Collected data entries
▼
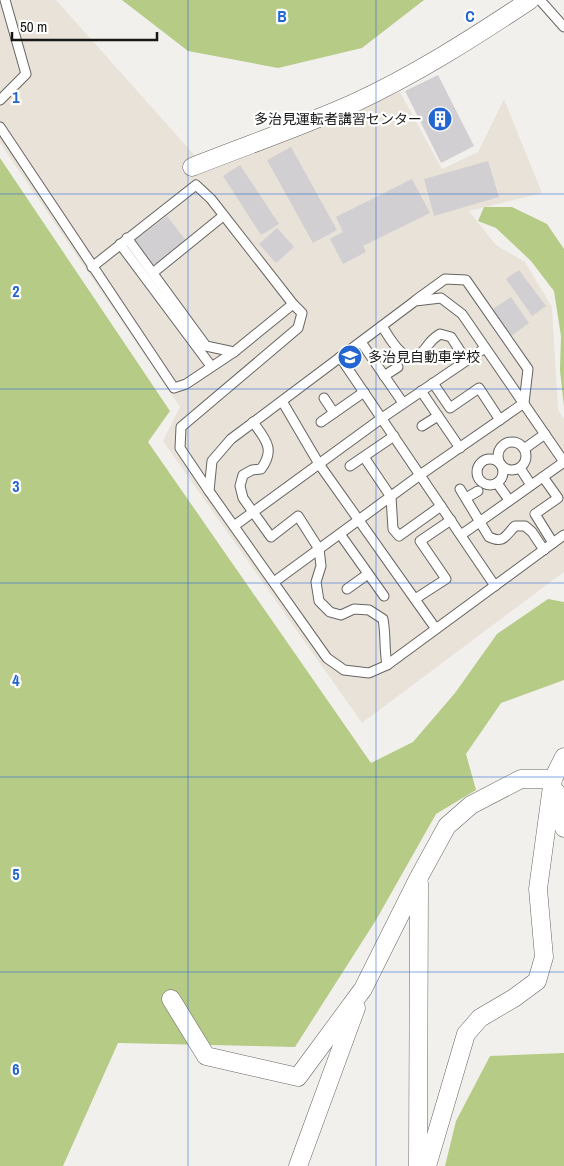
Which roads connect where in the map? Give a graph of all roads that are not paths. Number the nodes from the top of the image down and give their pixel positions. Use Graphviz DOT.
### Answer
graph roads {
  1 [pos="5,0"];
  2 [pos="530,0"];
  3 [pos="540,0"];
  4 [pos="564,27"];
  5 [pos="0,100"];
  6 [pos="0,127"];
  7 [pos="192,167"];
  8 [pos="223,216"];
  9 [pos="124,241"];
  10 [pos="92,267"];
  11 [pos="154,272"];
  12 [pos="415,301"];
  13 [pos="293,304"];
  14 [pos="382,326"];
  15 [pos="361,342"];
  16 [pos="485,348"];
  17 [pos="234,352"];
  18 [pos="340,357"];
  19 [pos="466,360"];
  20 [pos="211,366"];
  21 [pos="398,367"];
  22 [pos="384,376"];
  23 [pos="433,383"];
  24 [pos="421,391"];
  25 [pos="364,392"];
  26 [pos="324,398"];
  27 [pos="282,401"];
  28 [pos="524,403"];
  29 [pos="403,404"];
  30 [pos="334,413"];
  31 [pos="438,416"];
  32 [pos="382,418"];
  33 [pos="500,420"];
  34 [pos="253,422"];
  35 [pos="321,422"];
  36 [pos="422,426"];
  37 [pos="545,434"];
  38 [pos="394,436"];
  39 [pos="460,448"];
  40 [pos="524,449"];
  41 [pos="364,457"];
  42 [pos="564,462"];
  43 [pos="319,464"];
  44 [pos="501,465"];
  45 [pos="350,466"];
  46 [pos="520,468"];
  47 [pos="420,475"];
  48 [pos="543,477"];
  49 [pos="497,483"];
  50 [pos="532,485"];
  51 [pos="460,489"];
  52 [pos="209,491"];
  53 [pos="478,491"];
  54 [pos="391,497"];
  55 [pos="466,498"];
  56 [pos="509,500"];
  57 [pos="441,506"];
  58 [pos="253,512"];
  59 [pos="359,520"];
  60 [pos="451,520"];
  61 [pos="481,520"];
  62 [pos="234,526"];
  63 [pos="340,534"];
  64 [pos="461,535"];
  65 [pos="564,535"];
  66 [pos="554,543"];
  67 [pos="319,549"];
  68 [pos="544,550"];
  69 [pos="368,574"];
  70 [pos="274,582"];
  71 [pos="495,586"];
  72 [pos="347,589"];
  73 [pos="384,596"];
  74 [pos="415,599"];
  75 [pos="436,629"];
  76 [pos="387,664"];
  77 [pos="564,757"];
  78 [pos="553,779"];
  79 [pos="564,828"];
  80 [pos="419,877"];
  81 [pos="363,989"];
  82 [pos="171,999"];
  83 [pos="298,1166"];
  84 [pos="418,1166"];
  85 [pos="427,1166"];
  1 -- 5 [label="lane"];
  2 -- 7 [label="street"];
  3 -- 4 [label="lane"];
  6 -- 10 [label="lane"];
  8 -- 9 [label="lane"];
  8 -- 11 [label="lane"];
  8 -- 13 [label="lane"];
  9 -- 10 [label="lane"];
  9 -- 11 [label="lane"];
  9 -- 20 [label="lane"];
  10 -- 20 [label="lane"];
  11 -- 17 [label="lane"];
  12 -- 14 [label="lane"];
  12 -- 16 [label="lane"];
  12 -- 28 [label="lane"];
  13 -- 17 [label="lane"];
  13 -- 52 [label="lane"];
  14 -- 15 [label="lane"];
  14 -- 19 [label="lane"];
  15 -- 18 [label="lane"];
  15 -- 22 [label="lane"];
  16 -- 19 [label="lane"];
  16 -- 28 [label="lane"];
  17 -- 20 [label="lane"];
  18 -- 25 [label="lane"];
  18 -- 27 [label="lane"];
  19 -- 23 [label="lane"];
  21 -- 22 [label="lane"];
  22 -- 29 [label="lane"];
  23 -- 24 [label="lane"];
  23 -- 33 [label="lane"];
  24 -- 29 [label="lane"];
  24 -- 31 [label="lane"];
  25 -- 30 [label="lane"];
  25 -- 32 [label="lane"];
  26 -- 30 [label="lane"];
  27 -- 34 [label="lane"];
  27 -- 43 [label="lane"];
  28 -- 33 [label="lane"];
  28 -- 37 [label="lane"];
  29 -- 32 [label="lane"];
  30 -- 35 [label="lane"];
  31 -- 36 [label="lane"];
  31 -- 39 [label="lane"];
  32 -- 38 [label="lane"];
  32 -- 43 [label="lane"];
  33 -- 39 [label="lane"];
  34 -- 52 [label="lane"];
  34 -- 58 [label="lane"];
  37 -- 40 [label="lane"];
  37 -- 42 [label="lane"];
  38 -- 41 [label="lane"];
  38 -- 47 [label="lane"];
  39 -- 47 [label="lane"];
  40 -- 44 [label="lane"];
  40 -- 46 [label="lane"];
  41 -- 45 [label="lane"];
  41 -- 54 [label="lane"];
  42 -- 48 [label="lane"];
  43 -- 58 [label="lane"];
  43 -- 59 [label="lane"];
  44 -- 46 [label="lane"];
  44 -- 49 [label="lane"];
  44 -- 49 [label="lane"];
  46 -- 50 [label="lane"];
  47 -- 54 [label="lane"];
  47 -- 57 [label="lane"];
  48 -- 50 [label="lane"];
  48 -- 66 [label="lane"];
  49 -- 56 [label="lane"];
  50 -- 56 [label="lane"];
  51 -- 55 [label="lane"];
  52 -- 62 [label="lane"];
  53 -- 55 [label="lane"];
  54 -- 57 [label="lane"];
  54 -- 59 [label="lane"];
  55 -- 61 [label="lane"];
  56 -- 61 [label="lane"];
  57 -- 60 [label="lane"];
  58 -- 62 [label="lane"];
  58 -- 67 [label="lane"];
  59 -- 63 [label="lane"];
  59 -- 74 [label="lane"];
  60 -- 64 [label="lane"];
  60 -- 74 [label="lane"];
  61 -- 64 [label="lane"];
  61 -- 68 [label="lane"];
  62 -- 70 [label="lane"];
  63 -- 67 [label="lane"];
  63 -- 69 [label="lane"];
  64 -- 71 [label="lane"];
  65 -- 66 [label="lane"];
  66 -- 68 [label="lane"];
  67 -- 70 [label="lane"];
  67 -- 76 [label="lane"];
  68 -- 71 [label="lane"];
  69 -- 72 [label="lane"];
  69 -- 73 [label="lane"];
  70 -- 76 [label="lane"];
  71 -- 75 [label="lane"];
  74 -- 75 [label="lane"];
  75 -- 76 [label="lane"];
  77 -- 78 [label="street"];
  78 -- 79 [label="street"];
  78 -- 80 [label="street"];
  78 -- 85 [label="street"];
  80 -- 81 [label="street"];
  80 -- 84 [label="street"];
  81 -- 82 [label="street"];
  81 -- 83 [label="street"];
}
▲
THE PROBLEM: Search the entries above for lines containing the word "graph", and copy each one.

EXPECTED OUTPUT:
Which roads connect where in the map? Give a graph of all roads that are not paths. Number the nodes from the top of the image down and give their pixel positions. Use Graphviz DOT.
graph roads {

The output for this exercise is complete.